I think the institute is highly trustworthy and probably an almost ideal place to do research into a retrovirus. Read a bit through their website, it's available in English too. http://www.irsicaixa.org/en/home

They were founded by the government of Catalunya (a Spanish "state", Spain is a federal state) and La Caixa Foundation. La Caixa is a big Spanish bank http://en.wikipedia.org/wiki/La_Caixa and i think it's the tradition in Spain that that type of bank (caja, savings bank) also does social projects. There's a lot of information in this Wikipedia article.

I hope they can provide some more information about what will happen with donated money, but it's certainly a good place to donate to.

I'll paste some information from the Wikipedia article, because some people might not click the link and read it there:

Teams from IrsiCaixa Foundation have presented their work at the 1st International XMRV Workshop in September 2010. The material can be found here http://regist2.virology-education.com/abstractbook/2010_8.pdf.

It's the abstracts P_05 on page 25, P_07 on page 26 and P_18 on page 35.
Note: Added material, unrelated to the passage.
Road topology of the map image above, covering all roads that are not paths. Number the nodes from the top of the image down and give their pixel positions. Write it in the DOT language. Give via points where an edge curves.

You can see Dr. Blanco present some of the work here (it's in Spanish though):

http://www.youtube.com/watch?v=26eIa8LZyyE&NR=1
http://www.youtube.com/watch?v=5xoUK4dS0YI&feature=related
http://www.youtube.com/watch?v=xFIZ3zUq36A&feature=related
http://www.youtube.com/watch?v=RS43445DV8k&feature=related
http://www.youtube.com/watch?v=9WK4exivsrc&feature=related

And here are transpcripts of the presentation:
http://forums.aboutmecfs.org/showth...ne-dysfunction&p=142841&viewfull=1#post142841
http://forums.aboutmecfs.org/showth...ne-dysfunction&p=143033&viewfull=1#post143033

What is it with all these countries???????
Why do they pick us to be the underdog who doesn't warrant ANYTHING.
We are already invisible, now they make believe we don't exist at all!!!!!!!!!!!

I'm really enraged:headache:

Interesting how they shut down the study as soon as they found the virus.
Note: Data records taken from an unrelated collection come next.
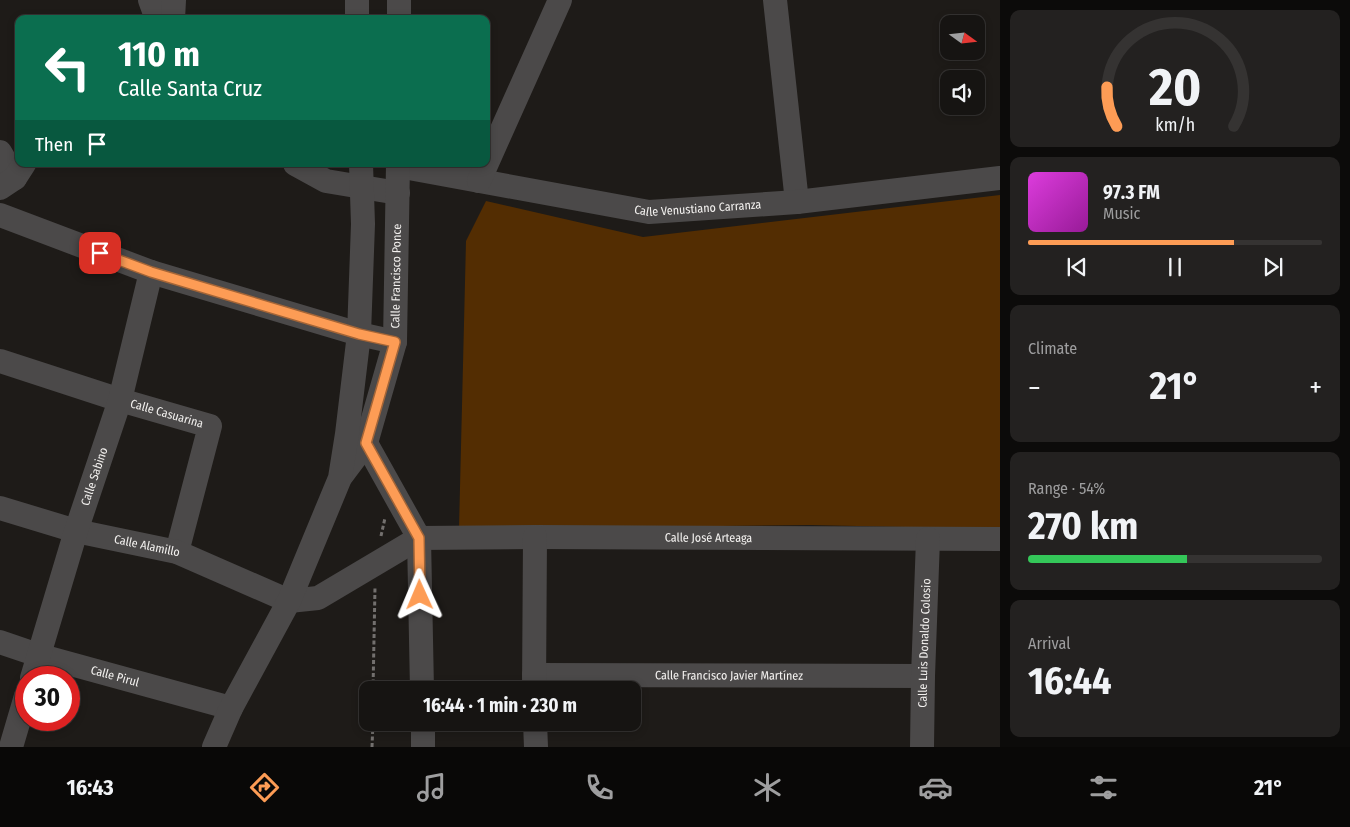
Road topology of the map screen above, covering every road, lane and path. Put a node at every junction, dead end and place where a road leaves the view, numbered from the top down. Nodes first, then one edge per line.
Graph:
1 (150, 0) edge
2 (174, 0) edge
3 (357, 0) edge
4 (399, 0) edge
5 (560, 0) edge
6 (775, 0) edge
7 (156, 15) edge
8 (173, 15) edge
9 (357, 15) edge
10 (399, 15) edge
11 (0, 152) edge
12 (490, 158) edge
13 (300, 167) edge
14 (398, 167) edge
15 (408, 167) edge
16 (486, 167) edge
17 (361, 175) edge
18 (13, 177) edge
19 (1000, 178) edge
20 (480, 181) junction
21 (398, 193) junction
22 (797, 202) junction
23 (0, 215) edge
24 (151, 272) junction
25 (359, 334) junction
26 (395, 342) junction
27 (0, 361) edge
28 (120, 400) junction
29 (357, 438) junction
30 (391, 490) junction
31 (0, 508) edge
32 (76, 531) junction
33 (535, 537) junction
34 (419, 538) junction
35 (928, 539) junction
36 (1000, 539) edge
37 (177, 552) junction
38 (376, 563) junction
39 (289, 601) junction
40 (0, 642) edge
41 (38, 655) junction
42 (35, 666) edge
43 (923, 676) junction
44 (373, 681) edge
45 (422, 681) edge
46 (534, 681) edge
47 (599, 681) edge
48 (231, 708) junction
49 (16, 731) edge
50 (372, 731) edge
51 (423, 731) edge
52 (535, 731) edge
53 (11, 747) edge
54 (214, 747) edge
55 (372, 747) edge
56 (423, 747) edge
57 (536, 747) edge
58 (922, 747) edge

1 - 7 street
2 - 8 street
3 - 9 street
4 - 10 street
5 - 12 street
6 - 22 street
11 - 18 street
13 - 17 street
14 - 21 street, Calle Francisco Ponce
15 - 20 street, Calle Venustiano Carranza
16 - 20 street
17 - 21 street
17 - 25 street
19 - 22 street, Calle Venustiano Carranza
20 - 22 street, Calle Venustiano Carranza
21 - 26 street, Calle Francisco Ponce
23 - 24 street
24 - 25 street
24 - 28 street, Calle Sabino
25 - 26 street
25 - 29 street
26 - 29 street, Calle Francisco Ponce
27 - 28 street, Calle Casuarina
28 - 32 street, Calle Sabino
28 - 37 street, Calle Casuarina
29 - 30 street
29 - 39 street, Calle Francisco Ponce
30 - 34 street
30 - 38 path
31 - 32 street, Calle Alamillo
32 - 37 street, Calle Alamillo
32 - 41 street, Calle Sabino
33 - 34 street, Calle José Arteaga
33 - 35 street, Calle José Arteaga
33 - 46 street
34 - 38 street
34 - 45 street
35 - 36 street, Calle José Arteaga
35 - 43 street, Calle Luis Donaldo Colosio
37 - 39 street, Calle Alamillo
38 - 39 street
38 - 44 path
39 - 48 street, Calle Francisco Ponce
40 - 41 street, Calle Pirul
41 - 42 street, Calle Sabino
41 - 48 street, Calle Pirul
43 - 47 street, Calle Francisco Javier Martínez
43 - 58 street, Calle Luis Donaldo Colosio
48 - 54 street, Calle Francisco Ponce
49 - 53 street
50 - 55 path
51 - 56 street
52 - 57 street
re post 14 -- thanks that's encouraging. Now to find a link to donate, that should be simple.

You're welcome. If you have any further questions, i'll try to answer them.

I'm also in contact with Clara Valverde, the president of Liga SFC (Catalonian CFS organisation, http://www.ligasfc.org/), who has made the call posted in post 1, but she does not work for IrsiCaixa herself, so she doesn't know everything. She knows some people there personally though, as she used to work in the health sector as well (or still does, as much as ME/CFS allows, i don't know). I think this personal contact is what initiated the XMRV studies at IrsiCaixa.

The information needed to make a donation by bank transfer is in post no. 1, the IBAN number and BIC code.

If people prefer to donate by credit card, it would be possible to set up a Facebook cause. This is a safe way to donate, since it is done through Causes (www.causes.com). I don't have a Facebook account, so i can't do it at this moment.

I don't think it's correct to say that, because it's up to IrsiCaixa to decide what they will do. They are a private foundation, even though one of the founders was the Catalonian government. I don't know who is in charge though. Of course they need money to do something. So far, i don't think they got any government grants for the XMRV studies, they just did them anyway, so the refusal to fund the studies is not "shutting them down", it's just keeping up the status quo (which is of course not better, it means zero Euros for that purpose). But if they want to do that research they can do it, given they can finance it.